Multi-Node Synchronization Performance Tuning

During distributed training, after forward propagation and gradient calculation are complete in a step training process, each machine starts to perform AllReduce gradient synchronization. The AllReduce synchronization time is mainly affected by the number of weights and machines. For a more complex network with a larger machine scale, the AllReduce gradient update time is longer. In this case, you can perform AllReduce segmentation to reduce the time consumption.

In normal cases, AllReduce gradient synchronization waits until all backward operators are executed. That is, after the gradient of all gradients is calculated, the gradients of all machines are synchronized at a time. After AllReduce segmentation is used, the gradients of some weights can be calculated, gradient synchronization of this part of weights is immediately performed. In this way, gradient synchronization and gradient calculation of remaining operators can be performed concurrently, and this part of AllReduce gradient synchronization time is hidden. The shard strategy is usually manually tried to find an optimal solution (more than two shards are supported). The ResNet-50 is used as an example. The network has 160 weights. [85, 160] indicates that gradient synchronization is performed immediately after the gradients of weights 0 to 85 are calculated, and gradient synchronization is performed after the gradients of weights 86 to 160 are calculated. The network is divided into two shards. Therefore, gradient synchronization needs to be performed twice. The sample code is as follows:

import os
import mindspore as ms
from mindspore.communication import init

device_id = int(os.getenv('DEVICE_ID', '0'))
rank_size = int(os.getenv('RANK_SIZE', '1'))
rank_id = int(os.getenv('RANK_ID', '0'))

# init context
ms.set_context(mode=ms.GRAPH_MODE, device_target='Ascend', device_id=device_id)
if rank_size > 1:
    ms.set_auto_parallel_context(device_num=rank_size, parallel_mode=ms.ParallelMode.DATA_PARALLEL,
                                gradients_mean=True)
    ms.set_auto_parallel_context(all_reduce_fusion_config=[85, 160])
    init()

For details, see Cluster Performance Profiling.

Data Processing Performance Tuning

The performance jitter of a single step and the empty data queue for a period of time are caused by the poor performance of the data preprocessing part. As a result, the data processing speed cannot keep up with the iteration speed of a single step. The two symptoms usually occur in pairs.

When the data processing speed is slow, the empty queue is gradually consumed from the beginning when the queue is full. The training process starts to wait for the empty queue to fill in data. Once new data is filled in, the network continues single-step training.
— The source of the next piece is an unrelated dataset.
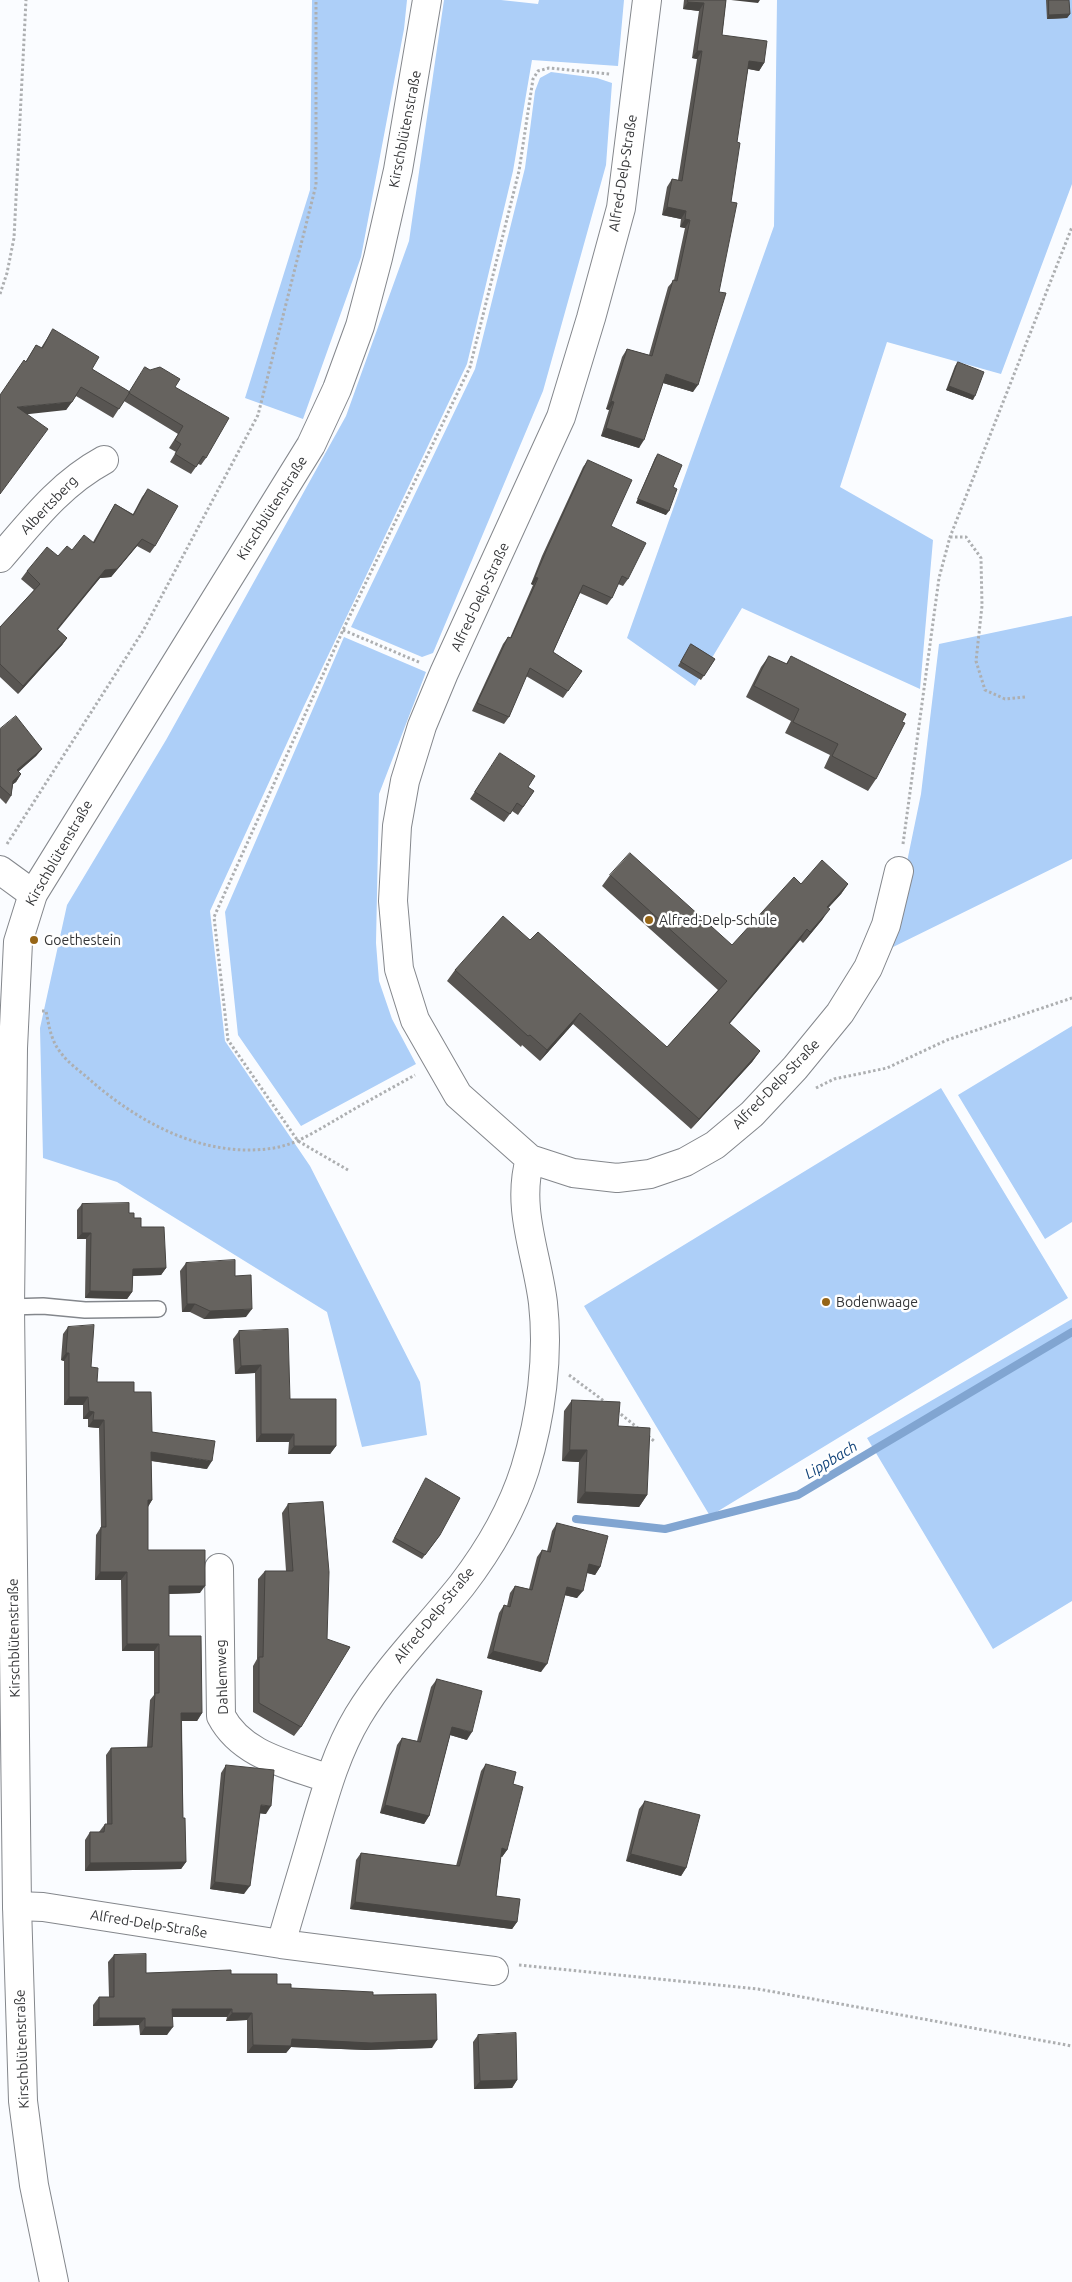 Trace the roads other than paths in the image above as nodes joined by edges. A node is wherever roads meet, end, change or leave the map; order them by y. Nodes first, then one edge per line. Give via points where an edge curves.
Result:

Because no queue is used as the buffer for data processing, the performance jitter of data processing is directly reflected by the performance of a single step. Therefore, the performance jitter of a single step is also caused.

For details about data performance problems, see Data Preparation Performance Analysis of MindSpore Insight. This describes common data performance problems and solutions.

For more performance debugging methods, see Performance Optimization.